Exercise objective: Only the pictures should be left out; repeat the rest of the data exactly.

Study material:
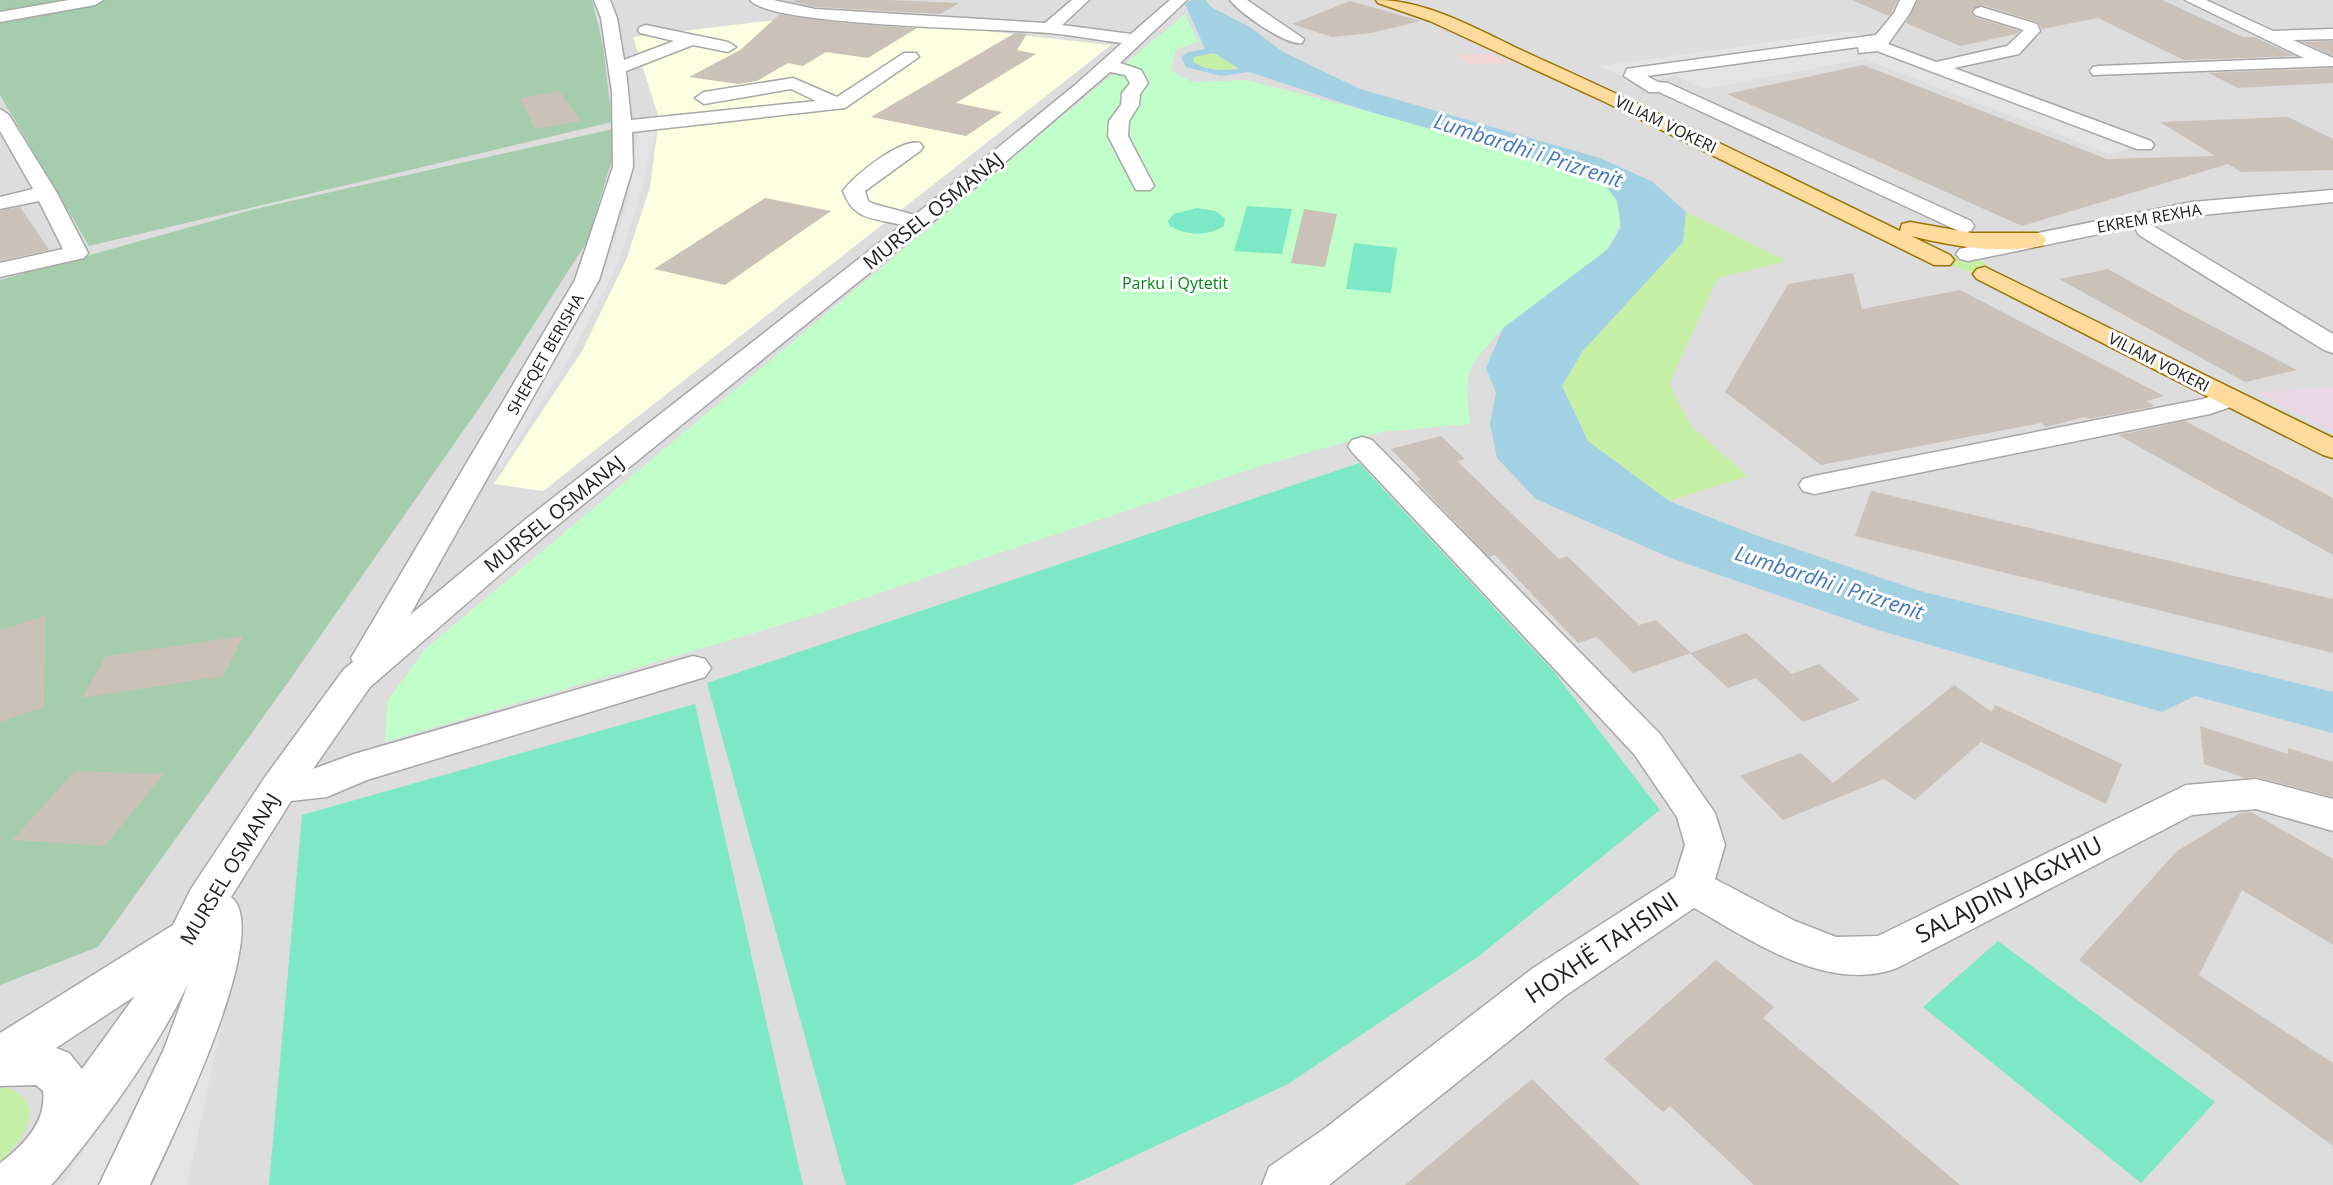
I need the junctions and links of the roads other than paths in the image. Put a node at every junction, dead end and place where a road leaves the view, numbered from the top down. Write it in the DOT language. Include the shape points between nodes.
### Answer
graph roads {
  1 [pos="95,0"];
  2 [pos="602,0"];
  3 [pos="758,0"];
  4 [pos="1081,0"];
  5 [pos="1238,0"];
  6 [pos="1384,0"];
  7 [pos="1420,0"];
  8 [pos="1908,0"];
  9 [pos="2193,0"];
  10 [pos="1176,2"];
  11 [pos="1981,12"];
  12 [pos="0,17"];
  13 [pos="1049,28"];
  14 [pos="646,30"];
  15 [pos="2333,34"];
  16 [pos="2271,35"];
  17 [pos="1296,39"];
  18 [pos="692,40"];
  19 [pos="1135,40"];
  20 [pos="1880,43"];
  21 [pos="728,47"];
  22 [pos="1846,54"];
  23 [pos="910,57"];
  24 [pos="2330,63"];
  25 [pos="1106,66"];
  26 [pos="1935,67"];
  27 [pos="616,69"];
  28 [pos="2099,71"];
  29 [pos="812,72"];
  30 [pos="793,83"];
  31 [pos="689,100"];
  32 [pos="666,104"];
  33 [pos="838,104"];
  34 [pos="0,115"];
  35 [pos="621,119"];
  36 [pos="2144,145"];
  37 [pos="913,147"];
  38 [pos="10,151"];
  39 [pos="2331,183"];
  40 [pos="1143,186"];
  41 [pos="46,192"];
  42 [pos="0,203"];
  43 [pos="2333,210"];
  44 [pos="918,222"];
  45 [pos="1896,226"];
  46 [pos="1963,226"];
  47 [pos="2147,230"];
  48 [pos="2035,240"];
  49 [pos="1954,256"];
  50 [pos="0,270"];
  51 [pos="1989,271"];
  52 [pos="2333,345"];
  53 [pos="2229,398"];
  54 [pos="1362,446"];
  55 [pos="2333,449"];
  56 [pos="1814,484"];
  57 [pos="693,669"];
  58 [pos="357,678"];
  59 [pos="279,788"];
  60 [pos="2333,815"];
  61 [pos="1692,887"];
  62 [pos="196,920"];
  63 [pos="0,1059"];
  64 [pos="0,1064"];
  65 [pos="55,1140"];
  66 [pos="19,1182"];
  67 [pos="124,1185"];
  68 [pos="1287,1185"];
  1 -- 12 [label="street"];
  2 -- 27 [label="street, SHEFQET BERISHA" via="609,18"];
  3 -- 13 [label="street" via="815,14"];
  4 -- 13 [label="street"];
  5 -- 17 [label="street"];
  6 -- 49 [label="main road, VILIAM VOKERI" via="1443,21"];
  7 -- 45 [label="main road, VILIAM VOKERI" via="1455,12 1629,93"];
  8 -- 20 [label="street" via="1903,15 1889,27"];
  9 -- 16 [label="street"];
  10 -- 19 [label="street, MURSEL OSMANAJ"];
  11 -- 26 [label="street" via="2024,23 2032,31 2013,50"];
  13 -- 19 [label="street"];
  14 -- 18 [label="street"];
  15 -- 16 [label="street"];
  16 -- 24 [label="street"];
  18 -- 21 [label="street"];
  18 -- 27 [label="street"];
  19 -- 25 [label="street, MURSEL OSMANAJ"];
  20 -- 22 [label="street"];
  20 -- 26 [label="street"];
  20 -- 46 [label="street" via="1827,45 1633,76"];
  23 -- 33 [label="street"];
  24 -- 28 [label="street"];
  25 -- 40 [label="street" via="1131,71 1138,78 1130,105 1119,121 1118,136"];
  25 -- 44 [label="street, MURSEL OSMANAJ"];
  26 -- 36 [label="street"];
  27 -- 35 [label="street, SHEFQET BERISHA"];
  29 -- 30 [label="street"];
  30 -- 31 [label="street"];
  30 -- 33 [label="street"];
  32 -- 35 [label="street"];
  33 -- 35 [label="street"];
  34 -- 38 [label="street"];
  35 -- 58 [label="street, SHEFQET BERISHA" via="624,167 587,280"];
  37 -- 44 [label="street" via="862,181 854,191 859,204 866,209"];
  38 -- 41 [label="street"];
  39 -- 48 [label="street, EKREM REXHA"];
  41 -- 42 [label="street"];
  41 -- 50 [label="street" via="76,253"];
  43 -- 47 [label="street, EKREM REXHA"];
  44 -- 58 [label="street, MURSEL OSMANAJ" via="537,526"];
  45 -- 48 [label="main road" via="1960,241"];
  45 -- 49 [label="main road, VILIAM VOKERI"];
  47 -- 51 [label="street, EKREM REXHA"];
  47 -- 52 [label="street"];
  48 -- 49 [label="street, EKREM REXHA"];
  49 -- 51 [label="main road, VILIAM VOKERI" via="1948,267 1962,273"];
  51 -- 53 [label="main road, VILIAM VOKERI"];
  53 -- 55 [label="main road, VILIAM VOKERI"];
  53 -- 56 [label="street"];
  54 -- 61 [label="street, HOXHË TAHSINI" via="1647,744 1695,813 1702,834 1705,845"];
  57 -- 59 [label="street" via="354,769 327,782"];
  58 -- 59 [label="street, MURSEL OSMANAJ"];
  59 -- 62 [label="street, MURSEL OSMANAJ"];
  60 -- 61 [label="street, SALAJDIN JAGXHIU" via="2256,794 2186,800 1882,955 1834,956 1780,934"];
  61 -- 68 [label="street, HOXHË TAHSINI" via="1549,982"];
  62 -- 63 [label="street"];
  62 -- 65 [label="street, MURSEL OSMANAJ" via="158,999 111,1070"];
  62 -- 67 [label="street" via="221,913 220,942 211,981 184,1056"];
  64 -- 65 [label="street" via="36,1062 53,1068 64,1080 69,1097 66,1117"];
  65 -- 66 [label="street, MURSEL OSMANAJ"];
}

Solution for this task:
I need the junctions and links of the roads other than paths in the image. Put a node at every junction, dead end and place where a road leaves the view, numbered from the top down. Write it in the DOT language. Include the shape points between nodes.
### Answer
graph roads {
  1 [pos="95,0"];
  2 [pos="602,0"];
  3 [pos="758,0"];
  4 [pos="1081,0"];
  5 [pos="1238,0"];
  6 [pos="1384,0"];
  7 [pos="1420,0"];
  8 [pos="1908,0"];
  9 [pos="2193,0"];
  10 [pos="1176,2"];
  11 [pos="1981,12"];
  12 [pos="0,17"];
  13 [pos="1049,28"];
  14 [pos="646,30"];
  15 [pos="2333,34"];
  16 [pos="2271,35"];
  17 [pos="1296,39"];
  18 [pos="692,40"];
  19 [pos="1135,40"];
  20 [pos="1880,43"];
  21 [pos="728,47"];
  22 [pos="1846,54"];
  23 [pos="910,57"];
  24 [pos="2330,63"];
  25 [pos="1106,66"];
  26 [pos="1935,67"];
  27 [pos="616,69"];
  28 [pos="2099,71"];
  29 [pos="812,72"];
  30 [pos="793,83"];
  31 [pos="689,100"];
  32 [pos="666,104"];
  33 [pos="838,104"];
  34 [pos="0,115"];
  35 [pos="621,119"];
  36 [pos="2144,145"];
  37 [pos="913,147"];
  38 [pos="10,151"];
  39 [pos="2331,183"];
  40 [pos="1143,186"];
  41 [pos="46,192"];
  42 [pos="0,203"];
  43 [pos="2333,210"];
  44 [pos="918,222"];
  45 [pos="1896,226"];
  46 [pos="1963,226"];
  47 [pos="2147,230"];
  48 [pos="2035,240"];
  49 [pos="1954,256"];
  50 [pos="0,270"];
  51 [pos="1989,271"];
  52 [pos="2333,345"];
  53 [pos="2229,398"];
  54 [pos="1362,446"];
  55 [pos="2333,449"];
  56 [pos="1814,484"];
  57 [pos="693,669"];
  58 [pos="357,678"];
  59 [pos="279,788"];
  60 [pos="2333,815"];
  61 [pos="1692,887"];
  62 [pos="196,920"];
  63 [pos="0,1059"];
  64 [pos="0,1064"];
  65 [pos="55,1140"];
  66 [pos="19,1182"];
  67 [pos="124,1185"];
  68 [pos="1287,1185"];
  1 -- 12 [label="street"];
  2 -- 27 [label="street, SHEFQET BERISHA" via="609,18"];
  3 -- 13 [label="street" via="815,14"];
  4 -- 13 [label="street"];
  5 -- 17 [label="street"];
  6 -- 49 [label="main road, VILIAM VOKERI" via="1443,21"];
  7 -- 45 [label="main road, VILIAM VOKERI" via="1455,12 1629,93"];
  8 -- 20 [label="street" via="1903,15 1889,27"];
  9 -- 16 [label="street"];
  10 -- 19 [label="street, MURSEL OSMANAJ"];
  11 -- 26 [label="street" via="2024,23 2032,31 2013,50"];
  13 -- 19 [label="street"];
  14 -- 18 [label="street"];
  15 -- 16 [label="street"];
  16 -- 24 [label="street"];
  18 -- 21 [label="street"];
  18 -- 27 [label="street"];
  19 -- 25 [label="street, MURSEL OSMANAJ"];
  20 -- 22 [label="street"];
  20 -- 26 [label="street"];
  20 -- 46 [label="street" via="1827,45 1633,76"];
  23 -- 33 [label="street"];
  24 -- 28 [label="street"];
  25 -- 40 [label="street" via="1131,71 1138,78 1130,105 1119,121 1118,136"];
  25 -- 44 [label="street, MURSEL OSMANAJ"];
  26 -- 36 [label="street"];
  27 -- 35 [label="street, SHEFQET BERISHA"];
  29 -- 30 [label="street"];
  30 -- 31 [label="street"];
  30 -- 33 [label="street"];
  32 -- 35 [label="street"];
  33 -- 35 [label="street"];
  34 -- 38 [label="street"];
  35 -- 58 [label="street, SHEFQET BERISHA" via="624,167 587,280"];
  37 -- 44 [label="street" via="862,181 854,191 859,204 866,209"];
  38 -- 41 [label="street"];
  39 -- 48 [label="street, EKREM REXHA"];
  41 -- 42 [label="street"];
  41 -- 50 [label="street" via="76,253"];
  43 -- 47 [label="street, EKREM REXHA"];
  44 -- 58 [label="street, MURSEL OSMANAJ" via="537,526"];
  45 -- 48 [label="main road" via="1960,241"];
  45 -- 49 [label="main road, VILIAM VOKERI"];
  47 -- 51 [label="street, EKREM REXHA"];
  47 -- 52 [label="street"];
  48 -- 49 [label="street, EKREM REXHA"];
  49 -- 51 [label="main road, VILIAM VOKERI" via="1948,267 1962,273"];
  51 -- 53 [label="main road, VILIAM VOKERI"];
  53 -- 55 [label="main road, VILIAM VOKERI"];
  53 -- 56 [label="street"];
  54 -- 61 [label="street, HOXHË TAHSINI" via="1647,744 1695,813 1702,834 1705,845"];
  57 -- 59 [label="street" via="354,769 327,782"];
  58 -- 59 [label="street, MURSEL OSMANAJ"];
  59 -- 62 [label="street, MURSEL OSMANAJ"];
  60 -- 61 [label="street, SALAJDIN JAGXHIU" via="2256,794 2186,800 1882,955 1834,956 1780,934"];
  61 -- 68 [label="street, HOXHË TAHSINI" via="1549,982"];
  62 -- 63 [label="street"];
  62 -- 65 [label="street, MURSEL OSMANAJ" via="158,999 111,1070"];
  62 -- 67 [label="street" via="221,913 220,942 211,981 184,1056"];
  64 -- 65 [label="street" via="36,1062 53,1068 64,1080 69,1097 66,1117"];
  65 -- 66 [label="street, MURSEL OSMANAJ"];
}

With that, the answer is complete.